Thin Sets Are Not Equally Thin: Minimax Learning of Submanifold Integrals

TL;DR

This paper develops a unified minimax theory for estimating functionals on thin sets, such as submanifolds, revealing how their intrinsic dimension affects estimation rates in nonparametric models.

Contribution

It introduces the first minimax optimal rates for estimating integrals over submanifolds, accounting for their intrinsic dimension, and extends the theory to density and instrumental variable functions.

Findings

Minimax rate for submanifold integral estimation depends on intrinsic dimension m.

Establishes asymptotic normality of t-statistics using sieve Riesz representation.

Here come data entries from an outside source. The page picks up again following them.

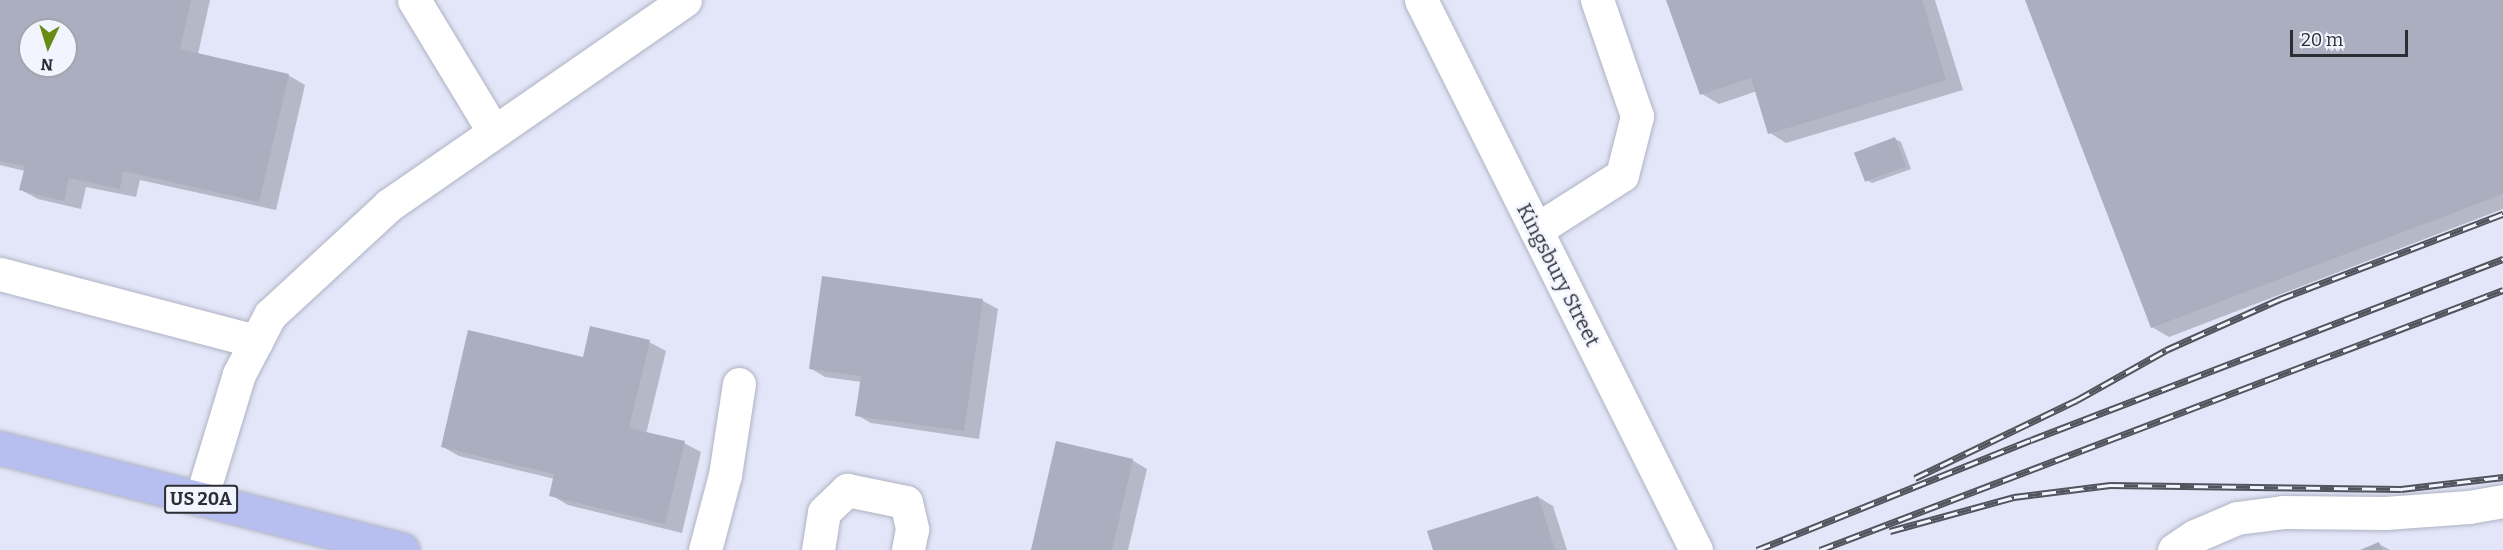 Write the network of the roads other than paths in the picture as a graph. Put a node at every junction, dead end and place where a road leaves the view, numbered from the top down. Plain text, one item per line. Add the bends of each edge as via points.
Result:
1 (414, 0) edge
2 (685, 0) edge
3 (1421, 0) edge
4 (1597, 0) edge
5 (494, 132) junction
6 (1536, 230) junction
7 (0, 274) edge
8 (256, 341) junction
9 (739, 384) dead end
10 (0, 448) edge
11 (201, 499) junction
12 (2503, 501) edge
13 (397, 549) edge
14 (705, 550) edge
15 (818, 550) edge
16 (908, 550) edge
17 (1696, 550) edge
18 (2174, 550) edge

1 - 5 street
2 - 5 street
3 - 6 street, Kingsbury Street
4 - 6 street via 1637,116 1622,175
5 - 8 street via 389,205 270,315
6 - 17 street, Kingsbury Street
7 - 8 street
8 - 11 street via 239,374
9 - 14 street via 725,475
10 - 11 main road, US 20A
11 - 13 main road, US 20A
12 - 18 street via 2385,513 2283,512 2237,518
15 - 16 street via 825,512 847,490 906,502 912,529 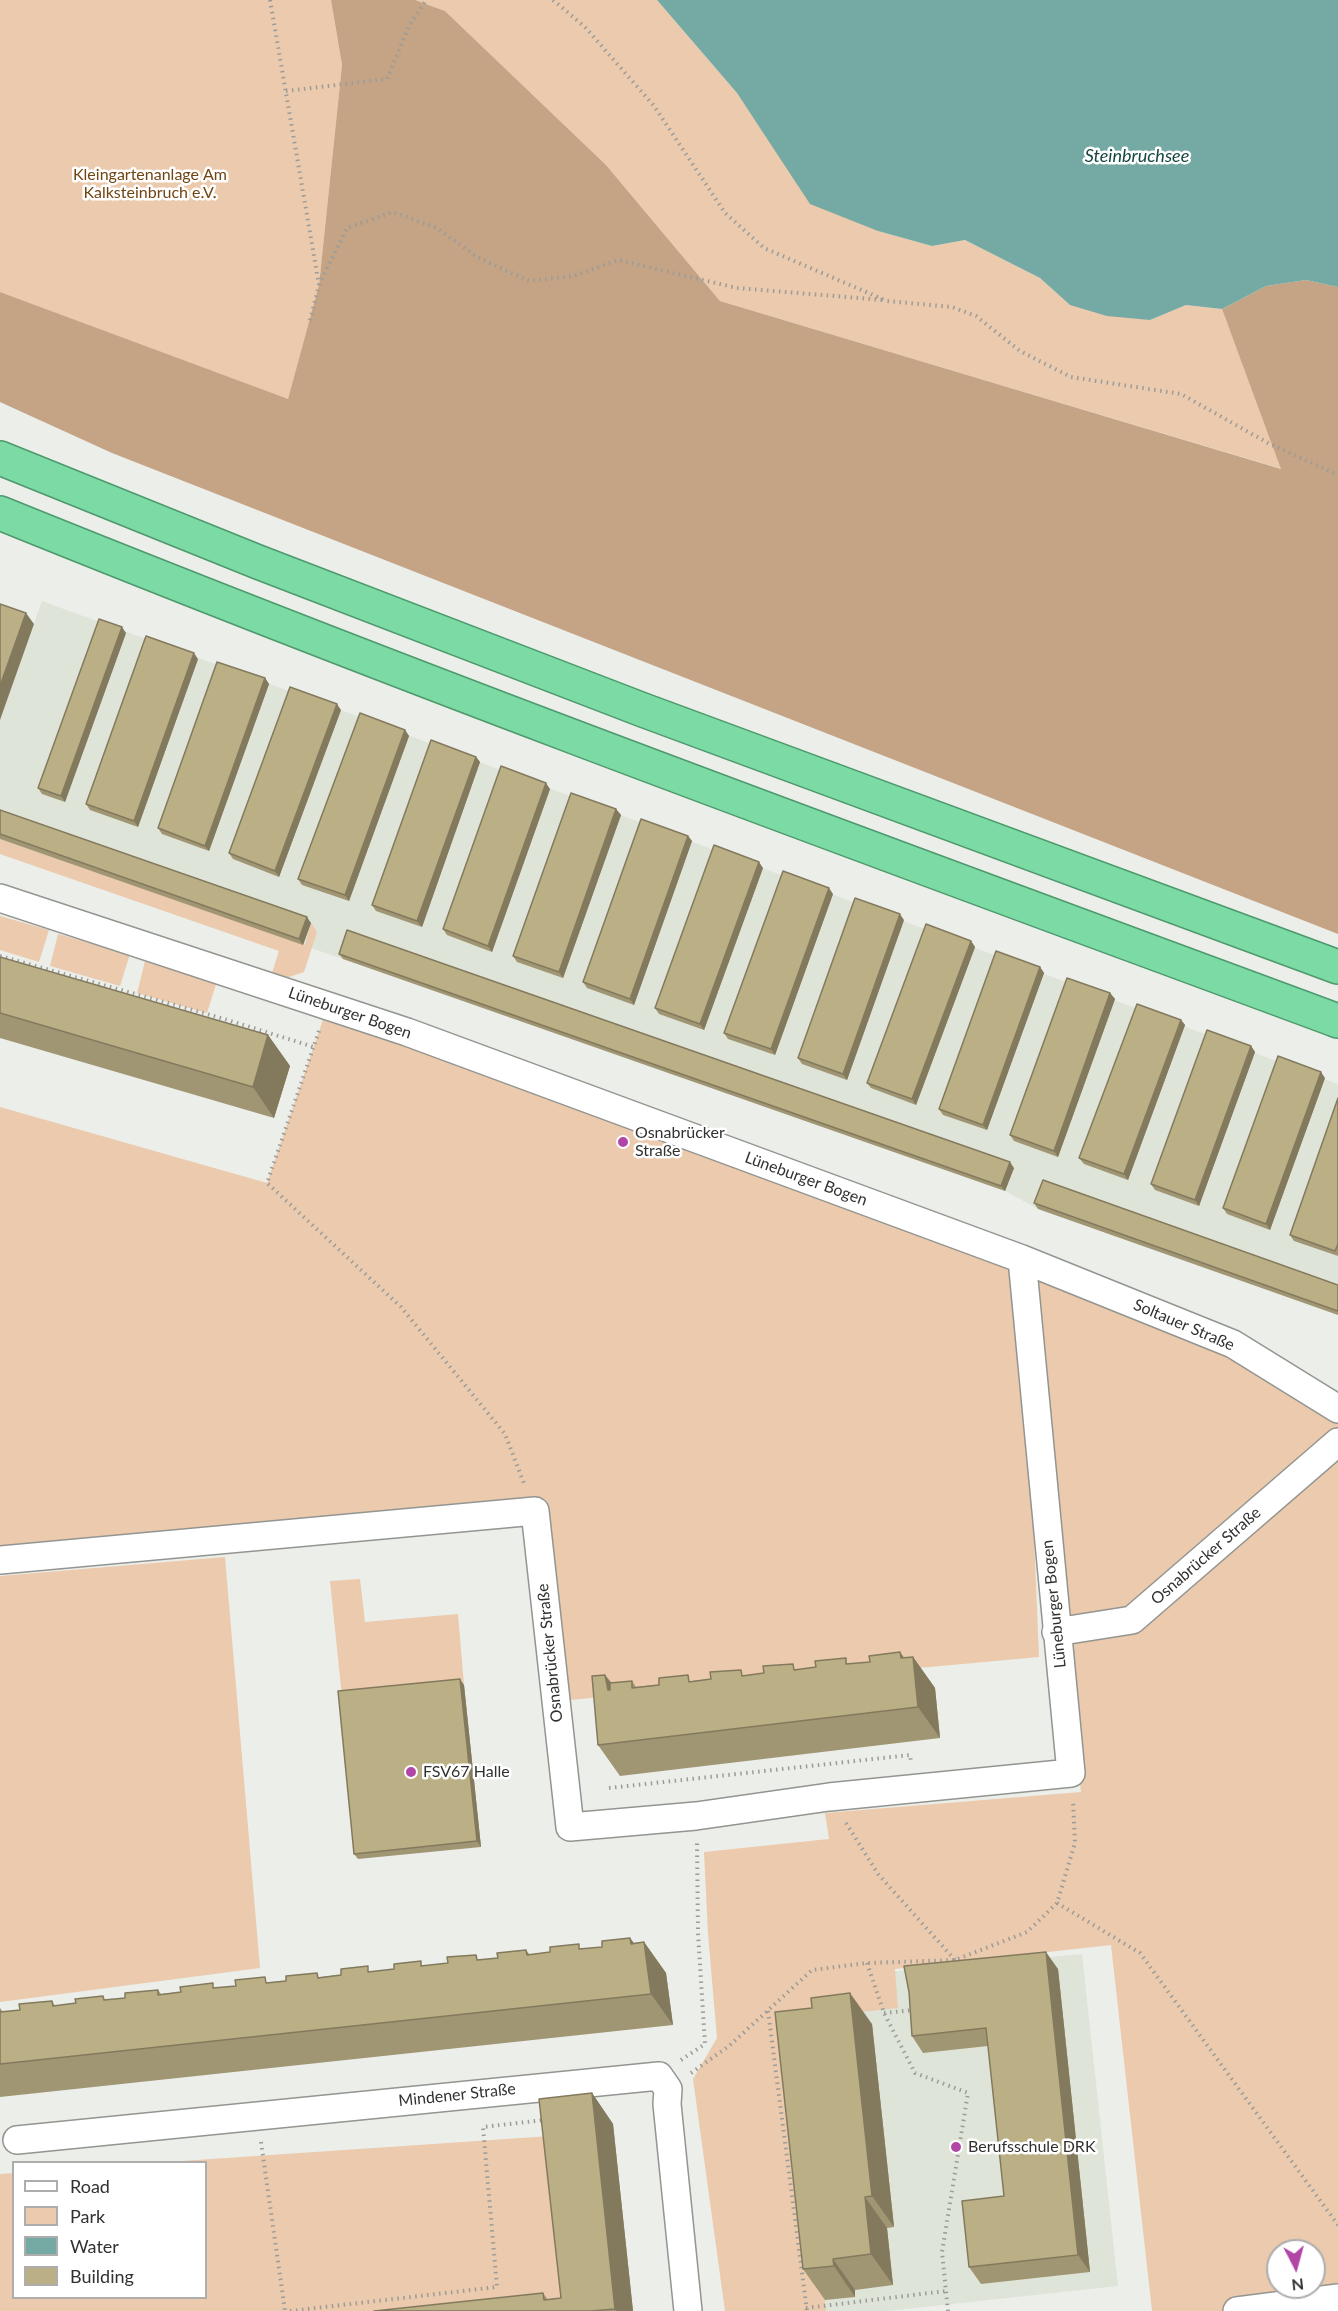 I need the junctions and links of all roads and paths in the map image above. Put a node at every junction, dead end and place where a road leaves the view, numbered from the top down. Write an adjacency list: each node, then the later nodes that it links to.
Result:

Provides inference methods using Sobol points for thin-set functionals.

Abstract

Many economic parameters are identified by ``thin sets'' (submanifolds with Lebesgue measure zero) and hence difficult to recover from data in an ambient space. This paper provides a unified theory for estimation and inference of such ``thin-set'' identified functionals. We show that thin sets are \emph{not} equally thin: their intrinsic dimensionality $m$ matters in a precise manner. For a nonparametric regression $h_0$ with H\"{o}lder smoothness $s$ and $d$-dimensional covariates in the ambient space, we show that $n^{-\frac{s}{2s+d-m}}$ is the minimax optimal rate of estimating linear and nonlinear (e.g., quadratic, upper contour) integrals of $h_0$ on an $m$-dimensional submanifold ($0\leq m < d$), which is the fastest possible attainable rate among all estimators. The minimax lower bound rate result is generalized to estimating submanifold integrals when $h_0$ is a nonparametric density and a nonparametric instrumental variable function. The asymptotic normality of t statistics is established via sieve Riesz representation, and the corresponding inference is computed using Sobol points.